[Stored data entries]
Start of Block

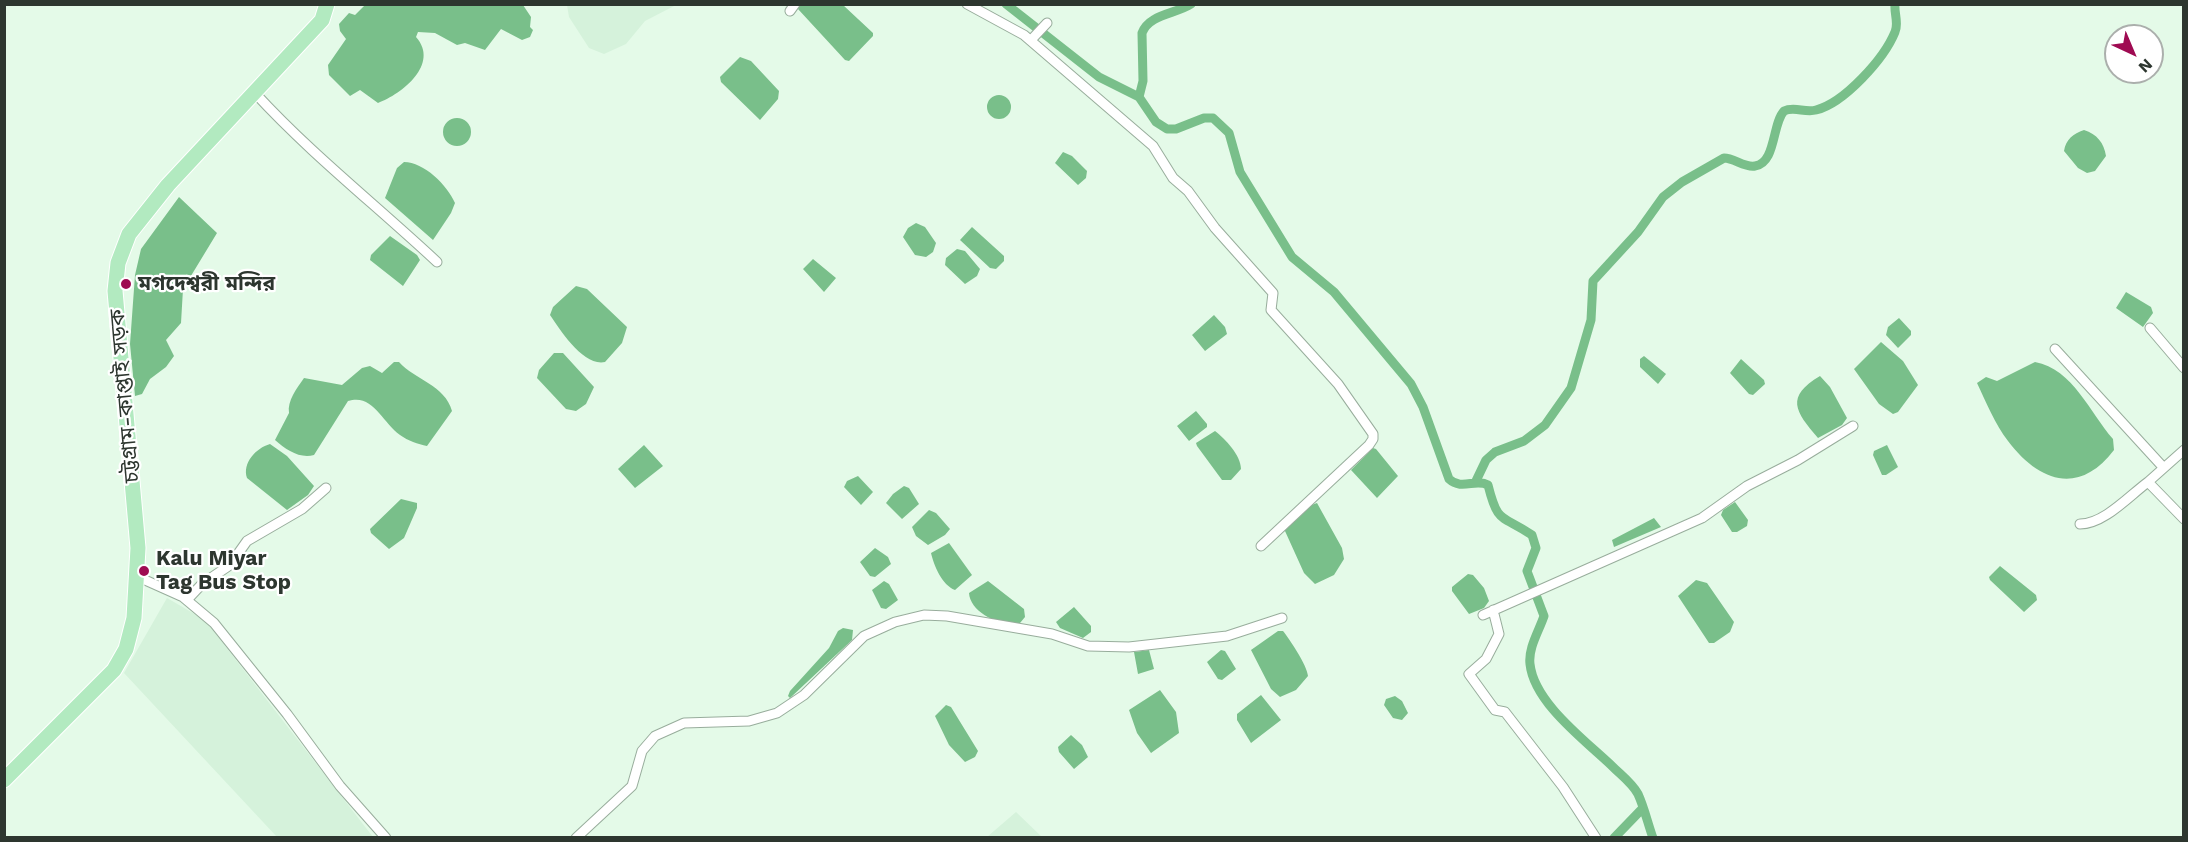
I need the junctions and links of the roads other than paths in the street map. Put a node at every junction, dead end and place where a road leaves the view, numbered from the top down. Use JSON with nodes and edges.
{"nodes":[{"id":1,"x":327,"y":4,"type":"edge"},
{"id":2,"x":967,"y":4,"type":"edge"},
{"id":3,"x":1047,"y":23,"type":"dead end"},
{"id":4,"x":1031,"y":40,"type":"junction"},
{"id":5,"x":255,"y":93,"type":"junction"},
{"id":6,"x":437,"y":262,"type":"dead end"},
{"id":7,"x":2150,"y":328,"type":"dead end"},
{"id":8,"x":2055,"y":349,"type":"dead end"},
{"id":9,"x":2184,"y":368,"type":"edge"},
{"id":10,"x":1853,"y":426,"type":"dead end"},
{"id":11,"x":2184,"y":450,"type":"edge"},
{"id":12,"x":2163,"y":467,"type":"junction"},
{"id":13,"x":2148,"y":482,"type":"junction"},
{"id":14,"x":326,"y":488,"type":"dead end"},
{"id":15,"x":2184,"y":519,"type":"edge"},
{"id":16,"x":2080,"y":524,"type":"dead end"},
{"id":17,"x":1261,"y":546,"type":"dead end"},
{"id":18,"x":136,"y":576,"type":"junction"},
{"id":19,"x":187,"y":600,"type":"junction"},
{"id":20,"x":1493,"y":610,"type":"junction"},
{"id":21,"x":1483,"y":615,"type":"dead end"},
{"id":22,"x":1282,"y":618,"type":"dead end"},
{"id":23,"x":4,"y":780,"type":"edge"},
{"id":24,"x":386,"y":837,"type":"edge"},
{"id":25,"x":576,"y":837,"type":"edge"},
{"id":26,"x":1596,"y":837,"type":"edge"}],
"edges":[{"from":1,"to":5,"type":"main road","name":"চট্টগ্রাম-কাপ্তাই সড়ক"},
{"from":2,"to":4,"type":"street"},
{"from":3,"to":4,"type":"street"},
{"from":4,"to":17,"type":"street"},
{"from":5,"to":6,"type":"street"},
{"from":5,"to":18,"type":"main road","name":"চট্টগ্রাম-কাপ্তাই সড়ক"},
{"from":7,"to":9,"type":"street"},
{"from":8,"to":12,"type":"street"},
{"from":10,"to":20,"type":"street"},
{"from":11,"to":12,"type":"street"},
{"from":12,"to":13,"type":"street"},
{"from":13,"to":15,"type":"street"},
{"from":13,"to":16,"type":"street"},
{"from":14,"to":19,"type":"street"},
{"from":18,"to":19,"type":"street"},
{"from":18,"to":23,"type":"main road","name":"চট্টগ্রাম-কাপ্তাই সড়ক"},
{"from":19,"to":24,"type":"street"},
{"from":20,"to":21,"type":"street"},
{"from":20,"to":26,"type":"street"},
{"from":22,"to":25,"type":"street"}]}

End of Block

A verbatim copy of every record is to be produced, and pictures are to be excluded from it.

Solution for this task:
I need the junctions and links of the roads other than paths in the street map. Put a node at every junction, dead end and place where a road leaves the view, numbered from the top down. Use JSON with nodes and edges.
{"nodes":[{"id":1,"x":327,"y":4,"type":"edge"},
{"id":2,"x":967,"y":4,"type":"edge"},
{"id":3,"x":1047,"y":23,"type":"dead end"},
{"id":4,"x":1031,"y":40,"type":"junction"},
{"id":5,"x":255,"y":93,"type":"junction"},
{"id":6,"x":437,"y":262,"type":"dead end"},
{"id":7,"x":2150,"y":328,"type":"dead end"},
{"id":8,"x":2055,"y":349,"type":"dead end"},
{"id":9,"x":2184,"y":368,"type":"edge"},
{"id":10,"x":1853,"y":426,"type":"dead end"},
{"id":11,"x":2184,"y":450,"type":"edge"},
{"id":12,"x":2163,"y":467,"type":"junction"},
{"id":13,"x":2148,"y":482,"type":"junction"},
{"id":14,"x":326,"y":488,"type":"dead end"},
{"id":15,"x":2184,"y":519,"type":"edge"},
{"id":16,"x":2080,"y":524,"type":"dead end"},
{"id":17,"x":1261,"y":546,"type":"dead end"},
{"id":18,"x":136,"y":576,"type":"junction"},
{"id":19,"x":187,"y":600,"type":"junction"},
{"id":20,"x":1493,"y":610,"type":"junction"},
{"id":21,"x":1483,"y":615,"type":"dead end"},
{"id":22,"x":1282,"y":618,"type":"dead end"},
{"id":23,"x":4,"y":780,"type":"edge"},
{"id":24,"x":386,"y":837,"type":"edge"},
{"id":25,"x":576,"y":837,"type":"edge"},
{"id":26,"x":1596,"y":837,"type":"edge"}],
"edges":[{"from":1,"to":5,"type":"main road","name":"চট্টগ্রাম-কাপ্তাই সড়ক"},
{"from":2,"to":4,"type":"street"},
{"from":3,"to":4,"type":"street"},
{"from":4,"to":17,"type":"street"},
{"from":5,"to":6,"type":"street"},
{"from":5,"to":18,"type":"main road","name":"চট্টগ্রাম-কাপ্তাই সড়ক"},
{"from":7,"to":9,"type":"street"},
{"from":8,"to":12,"type":"street"},
{"from":10,"to":20,"type":"street"},
{"from":11,"to":12,"type":"street"},
{"from":12,"to":13,"type":"street"},
{"from":13,"to":15,"type":"street"},
{"from":13,"to":16,"type":"street"},
{"from":14,"to":19,"type":"street"},
{"from":18,"to":19,"type":"street"},
{"from":18,"to":23,"type":"main road","name":"চট্টগ্রাম-কাপ্তাই সড়ক"},
{"from":19,"to":24,"type":"street"},
{"from":20,"to":21,"type":"street"},
{"from":20,"to":26,"type":"street"},
{"from":22,"to":25,"type":"street"}]}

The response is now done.